(Input for this task Opens)

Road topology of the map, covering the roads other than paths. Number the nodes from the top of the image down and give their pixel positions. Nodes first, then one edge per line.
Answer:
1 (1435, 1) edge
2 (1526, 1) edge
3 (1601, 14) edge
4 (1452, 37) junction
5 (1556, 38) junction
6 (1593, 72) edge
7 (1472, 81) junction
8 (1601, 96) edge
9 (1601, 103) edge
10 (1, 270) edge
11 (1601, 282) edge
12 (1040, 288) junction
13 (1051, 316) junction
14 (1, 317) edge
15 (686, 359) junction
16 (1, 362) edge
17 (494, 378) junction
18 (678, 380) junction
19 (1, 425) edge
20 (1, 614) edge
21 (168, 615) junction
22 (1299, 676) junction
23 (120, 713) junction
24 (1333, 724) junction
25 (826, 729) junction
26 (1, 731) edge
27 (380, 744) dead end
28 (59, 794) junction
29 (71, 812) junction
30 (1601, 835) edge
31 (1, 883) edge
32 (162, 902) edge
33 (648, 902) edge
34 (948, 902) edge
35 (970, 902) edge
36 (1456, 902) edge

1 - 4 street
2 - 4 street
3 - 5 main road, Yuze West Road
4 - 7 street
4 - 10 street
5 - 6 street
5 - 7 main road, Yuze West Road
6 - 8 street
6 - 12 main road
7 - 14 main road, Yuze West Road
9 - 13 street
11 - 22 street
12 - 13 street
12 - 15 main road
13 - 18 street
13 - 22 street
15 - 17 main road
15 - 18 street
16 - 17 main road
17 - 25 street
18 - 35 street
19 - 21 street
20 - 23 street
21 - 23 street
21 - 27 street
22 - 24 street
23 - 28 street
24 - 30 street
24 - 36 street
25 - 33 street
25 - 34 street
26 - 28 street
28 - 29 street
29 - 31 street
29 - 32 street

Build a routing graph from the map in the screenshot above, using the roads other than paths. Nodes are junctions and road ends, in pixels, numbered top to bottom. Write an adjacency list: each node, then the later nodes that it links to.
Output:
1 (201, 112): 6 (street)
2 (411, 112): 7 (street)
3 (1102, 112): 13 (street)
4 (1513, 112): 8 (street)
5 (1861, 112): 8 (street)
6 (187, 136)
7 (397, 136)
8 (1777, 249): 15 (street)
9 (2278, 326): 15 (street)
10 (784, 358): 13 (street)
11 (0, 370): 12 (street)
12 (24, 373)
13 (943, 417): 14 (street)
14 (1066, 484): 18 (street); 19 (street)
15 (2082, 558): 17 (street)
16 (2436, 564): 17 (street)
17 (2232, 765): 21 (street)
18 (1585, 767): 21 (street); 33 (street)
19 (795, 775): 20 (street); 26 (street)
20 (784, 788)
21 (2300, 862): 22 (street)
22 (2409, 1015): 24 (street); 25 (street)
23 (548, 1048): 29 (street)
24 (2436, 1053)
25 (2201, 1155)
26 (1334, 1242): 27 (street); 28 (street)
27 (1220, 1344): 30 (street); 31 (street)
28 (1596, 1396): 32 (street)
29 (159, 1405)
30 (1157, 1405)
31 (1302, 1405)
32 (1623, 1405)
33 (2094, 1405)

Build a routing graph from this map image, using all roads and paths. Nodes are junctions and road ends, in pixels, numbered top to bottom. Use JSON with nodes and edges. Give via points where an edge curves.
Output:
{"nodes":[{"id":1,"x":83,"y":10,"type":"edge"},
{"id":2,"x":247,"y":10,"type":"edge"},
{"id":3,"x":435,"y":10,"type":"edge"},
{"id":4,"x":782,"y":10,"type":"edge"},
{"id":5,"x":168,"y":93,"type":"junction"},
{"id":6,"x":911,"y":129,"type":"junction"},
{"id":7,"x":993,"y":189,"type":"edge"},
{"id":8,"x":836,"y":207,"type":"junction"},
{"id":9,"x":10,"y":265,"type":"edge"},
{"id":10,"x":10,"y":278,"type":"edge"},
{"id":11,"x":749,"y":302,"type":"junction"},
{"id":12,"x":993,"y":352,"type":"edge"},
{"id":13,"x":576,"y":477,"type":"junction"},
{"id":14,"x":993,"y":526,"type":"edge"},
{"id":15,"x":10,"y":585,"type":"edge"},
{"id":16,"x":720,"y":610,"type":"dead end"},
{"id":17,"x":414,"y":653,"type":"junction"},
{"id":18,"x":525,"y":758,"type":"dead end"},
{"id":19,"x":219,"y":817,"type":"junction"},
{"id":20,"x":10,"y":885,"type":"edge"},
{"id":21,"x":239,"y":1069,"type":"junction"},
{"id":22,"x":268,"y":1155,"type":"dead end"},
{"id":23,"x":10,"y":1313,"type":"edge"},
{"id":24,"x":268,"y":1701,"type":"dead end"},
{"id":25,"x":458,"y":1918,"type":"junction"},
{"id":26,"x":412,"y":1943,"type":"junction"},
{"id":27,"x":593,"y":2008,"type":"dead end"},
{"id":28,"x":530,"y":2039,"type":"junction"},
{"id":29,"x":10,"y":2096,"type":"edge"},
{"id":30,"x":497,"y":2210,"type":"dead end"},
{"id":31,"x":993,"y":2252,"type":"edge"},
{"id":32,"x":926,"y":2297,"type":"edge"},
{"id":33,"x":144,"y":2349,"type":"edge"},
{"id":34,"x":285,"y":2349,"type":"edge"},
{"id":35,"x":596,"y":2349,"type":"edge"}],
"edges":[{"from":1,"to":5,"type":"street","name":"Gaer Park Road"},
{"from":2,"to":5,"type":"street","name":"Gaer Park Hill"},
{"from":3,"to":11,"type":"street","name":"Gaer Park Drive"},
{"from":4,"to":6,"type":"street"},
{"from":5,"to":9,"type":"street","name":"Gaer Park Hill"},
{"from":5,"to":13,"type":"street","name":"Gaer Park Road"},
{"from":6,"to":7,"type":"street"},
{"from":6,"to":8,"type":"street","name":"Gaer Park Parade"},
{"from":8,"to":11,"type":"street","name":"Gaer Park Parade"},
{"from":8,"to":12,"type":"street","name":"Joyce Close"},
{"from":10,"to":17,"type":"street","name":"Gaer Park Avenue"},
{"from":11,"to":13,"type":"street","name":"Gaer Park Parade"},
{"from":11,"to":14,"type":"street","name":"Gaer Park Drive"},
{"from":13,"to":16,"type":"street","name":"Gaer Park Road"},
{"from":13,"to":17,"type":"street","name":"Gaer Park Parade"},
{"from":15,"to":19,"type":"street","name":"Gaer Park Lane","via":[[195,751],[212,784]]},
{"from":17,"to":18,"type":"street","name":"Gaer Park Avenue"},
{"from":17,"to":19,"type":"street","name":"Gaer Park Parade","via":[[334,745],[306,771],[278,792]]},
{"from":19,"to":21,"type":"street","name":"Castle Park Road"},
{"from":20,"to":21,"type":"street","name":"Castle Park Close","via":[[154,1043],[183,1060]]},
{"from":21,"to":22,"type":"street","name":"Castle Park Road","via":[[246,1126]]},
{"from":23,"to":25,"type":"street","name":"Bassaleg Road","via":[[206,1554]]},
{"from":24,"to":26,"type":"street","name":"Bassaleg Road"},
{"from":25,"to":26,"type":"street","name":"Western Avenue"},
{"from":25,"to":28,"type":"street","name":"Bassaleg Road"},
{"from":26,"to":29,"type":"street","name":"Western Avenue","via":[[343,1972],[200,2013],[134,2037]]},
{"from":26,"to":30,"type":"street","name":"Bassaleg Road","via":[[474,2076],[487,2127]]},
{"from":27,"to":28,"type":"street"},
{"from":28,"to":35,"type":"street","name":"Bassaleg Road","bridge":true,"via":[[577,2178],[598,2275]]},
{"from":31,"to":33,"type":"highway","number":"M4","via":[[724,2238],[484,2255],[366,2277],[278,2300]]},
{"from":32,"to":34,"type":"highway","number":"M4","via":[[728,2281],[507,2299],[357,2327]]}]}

(Input for this task Closes)

Description of the task:
In this exercise, repeat the entries above verbatim.

Completed exercise:
Road topology of the map, covering the roads other than paths. Number the nodes from the top of the image down and give their pixel positions. Nodes first, then one edge per line.
Answer:
1 (1435, 1) edge
2 (1526, 1) edge
3 (1601, 14) edge
4 (1452, 37) junction
5 (1556, 38) junction
6 (1593, 72) edge
7 (1472, 81) junction
8 (1601, 96) edge
9 (1601, 103) edge
10 (1, 270) edge
11 (1601, 282) edge
12 (1040, 288) junction
13 (1051, 316) junction
14 (1, 317) edge
15 (686, 359) junction
16 (1, 362) edge
17 (494, 378) junction
18 (678, 380) junction
19 (1, 425) edge
20 (1, 614) edge
21 (168, 615) junction
22 (1299, 676) junction
23 (120, 713) junction
24 (1333, 724) junction
25 (826, 729) junction
26 (1, 731) edge
27 (380, 744) dead end
28 (59, 794) junction
29 (71, 812) junction
30 (1601, 835) edge
31 (1, 883) edge
32 (162, 902) edge
33 (648, 902) edge
34 (948, 902) edge
35 (970, 902) edge
36 (1456, 902) edge

1 - 4 street
2 - 4 street
3 - 5 main road, Yuze West Road
4 - 7 street
4 - 10 street
5 - 6 street
5 - 7 main road, Yuze West Road
6 - 8 street
6 - 12 main road
7 - 14 main road, Yuze West Road
9 - 13 street
11 - 22 street
12 - 13 street
12 - 15 main road
13 - 18 street
13 - 22 street
15 - 17 main road
15 - 18 street
16 - 17 main road
17 - 25 street
18 - 35 street
19 - 21 street
20 - 23 street
21 - 23 street
21 - 27 street
22 - 24 street
23 - 28 street
24 - 30 street
24 - 36 street
25 - 33 street
25 - 34 street
26 - 28 street
28 - 29 street
29 - 31 street
29 - 32 street

Build a routing graph from the map in the screenshot above, using the roads other than paths. Nodes are junctions and road ends, in pixels, numbered top to bottom. Write an adjacency list: each node, then the later nodes that it links to.
Output:
1 (201, 112): 6 (street)
2 (411, 112): 7 (street)
3 (1102, 112): 13 (street)
4 (1513, 112): 8 (street)
5 (1861, 112): 8 (street)
6 (187, 136)
7 (397, 136)
8 (1777, 249): 15 (street)
9 (2278, 326): 15 (street)
10 (784, 358): 13 (street)
11 (0, 370): 12 (street)
12 (24, 373)
13 (943, 417): 14 (street)
14 (1066, 484): 18 (street); 19 (street)
15 (2082, 558): 17 (street)
16 (2436, 564): 17 (street)
17 (2232, 765): 21 (street)
18 (1585, 767): 21 (street); 33 (street)
19 (795, 775): 20 (street); 26 (street)
20 (784, 788)
21 (2300, 862): 22 (street)
22 (2409, 1015): 24 (street); 25 (street)
23 (548, 1048): 29 (street)
24 (2436, 1053)
25 (2201, 1155)
26 (1334, 1242): 27 (street); 28 (street)
27 (1220, 1344): 30 (street); 31 (street)
28 (1596, 1396): 32 (street)
29 (159, 1405)
30 (1157, 1405)
31 (1302, 1405)
32 (1623, 1405)
33 (2094, 1405)

Build a routing graph from this map image, using all roads and paths. Nodes are junctions and road ends, in pixels, numbered top to bottom. Use JSON with nodes and edges. Give via points where an edge curves.
Output:
{"nodes":[{"id":1,"x":83,"y":10,"type":"edge"},
{"id":2,"x":247,"y":10,"type":"edge"},
{"id":3,"x":435,"y":10,"type":"edge"},
{"id":4,"x":782,"y":10,"type":"edge"},
{"id":5,"x":168,"y":93,"type":"junction"},
{"id":6,"x":911,"y":129,"type":"junction"},
{"id":7,"x":993,"y":189,"type":"edge"},
{"id":8,"x":836,"y":207,"type":"junction"},
{"id":9,"x":10,"y":265,"type":"edge"},
{"id":10,"x":10,"y":278,"type":"edge"},
{"id":11,"x":749,"y":302,"type":"junction"},
{"id":12,"x":993,"y":352,"type":"edge"},
{"id":13,"x":576,"y":477,"type":"junction"},
{"id":14,"x":993,"y":526,"type":"edge"},
{"id":15,"x":10,"y":585,"type":"edge"},
{"id":16,"x":720,"y":610,"type":"dead end"},
{"id":17,"x":414,"y":653,"type":"junction"},
{"id":18,"x":525,"y":758,"type":"dead end"},
{"id":19,"x":219,"y":817,"type":"junction"},
{"id":20,"x":10,"y":885,"type":"edge"},
{"id":21,"x":239,"y":1069,"type":"junction"},
{"id":22,"x":268,"y":1155,"type":"dead end"},
{"id":23,"x":10,"y":1313,"type":"edge"},
{"id":24,"x":268,"y":1701,"type":"dead end"},
{"id":25,"x":458,"y":1918,"type":"junction"},
{"id":26,"x":412,"y":1943,"type":"junction"},
{"id":27,"x":593,"y":2008,"type":"dead end"},
{"id":28,"x":530,"y":2039,"type":"junction"},
{"id":29,"x":10,"y":2096,"type":"edge"},
{"id":30,"x":497,"y":2210,"type":"dead end"},
{"id":31,"x":993,"y":2252,"type":"edge"},
{"id":32,"x":926,"y":2297,"type":"edge"},
{"id":33,"x":144,"y":2349,"type":"edge"},
{"id":34,"x":285,"y":2349,"type":"edge"},
{"id":35,"x":596,"y":2349,"type":"edge"}],
"edges":[{"from":1,"to":5,"type":"street","name":"Gaer Park Road"},
{"from":2,"to":5,"type":"street","name":"Gaer Park Hill"},
{"from":3,"to":11,"type":"street","name":"Gaer Park Drive"},
{"from":4,"to":6,"type":"street"},
{"from":5,"to":9,"type":"street","name":"Gaer Park Hill"},
{"from":5,"to":13,"type":"street","name":"Gaer Park Road"},
{"from":6,"to":7,"type":"street"},
{"from":6,"to":8,"type":"street","name":"Gaer Park Parade"},
{"from":8,"to":11,"type":"street","name":"Gaer Park Parade"},
{"from":8,"to":12,"type":"street","name":"Joyce Close"},
{"from":10,"to":17,"type":"street","name":"Gaer Park Avenue"},
{"from":11,"to":13,"type":"street","name":"Gaer Park Parade"},
{"from":11,"to":14,"type":"street","name":"Gaer Park Drive"},
{"from":13,"to":16,"type":"street","name":"Gaer Park Road"},
{"from":13,"to":17,"type":"street","name":"Gaer Park Parade"},
{"from":15,"to":19,"type":"street","name":"Gaer Park Lane","via":[[195,751],[212,784]]},
{"from":17,"to":18,"type":"street","name":"Gaer Park Avenue"},
{"from":17,"to":19,"type":"street","name":"Gaer Park Parade","via":[[334,745],[306,771],[278,792]]},
{"from":19,"to":21,"type":"street","name":"Castle Park Road"},
{"from":20,"to":21,"type":"street","name":"Castle Park Close","via":[[154,1043],[183,1060]]},
{"from":21,"to":22,"type":"street","name":"Castle Park Road","via":[[246,1126]]},
{"from":23,"to":25,"type":"street","name":"Bassaleg Road","via":[[206,1554]]},
{"from":24,"to":26,"type":"street","name":"Bassaleg Road"},
{"from":25,"to":26,"type":"street","name":"Western Avenue"},
{"from":25,"to":28,"type":"street","name":"Bassaleg Road"},
{"from":26,"to":29,"type":"street","name":"Western Avenue","via":[[343,1972],[200,2013],[134,2037]]},
{"from":26,"to":30,"type":"street","name":"Bassaleg Road","via":[[474,2076],[487,2127]]},
{"from":27,"to":28,"type":"street"},
{"from":28,"to":35,"type":"street","name":"Bassaleg Road","bridge":true,"via":[[577,2178],[598,2275]]},
{"from":31,"to":33,"type":"highway","number":"M4","via":[[724,2238],[484,2255],[366,2277],[278,2300]]},
{"from":32,"to":34,"type":"highway","number":"M4","via":[[728,2281],[507,2299],[357,2327]]}]}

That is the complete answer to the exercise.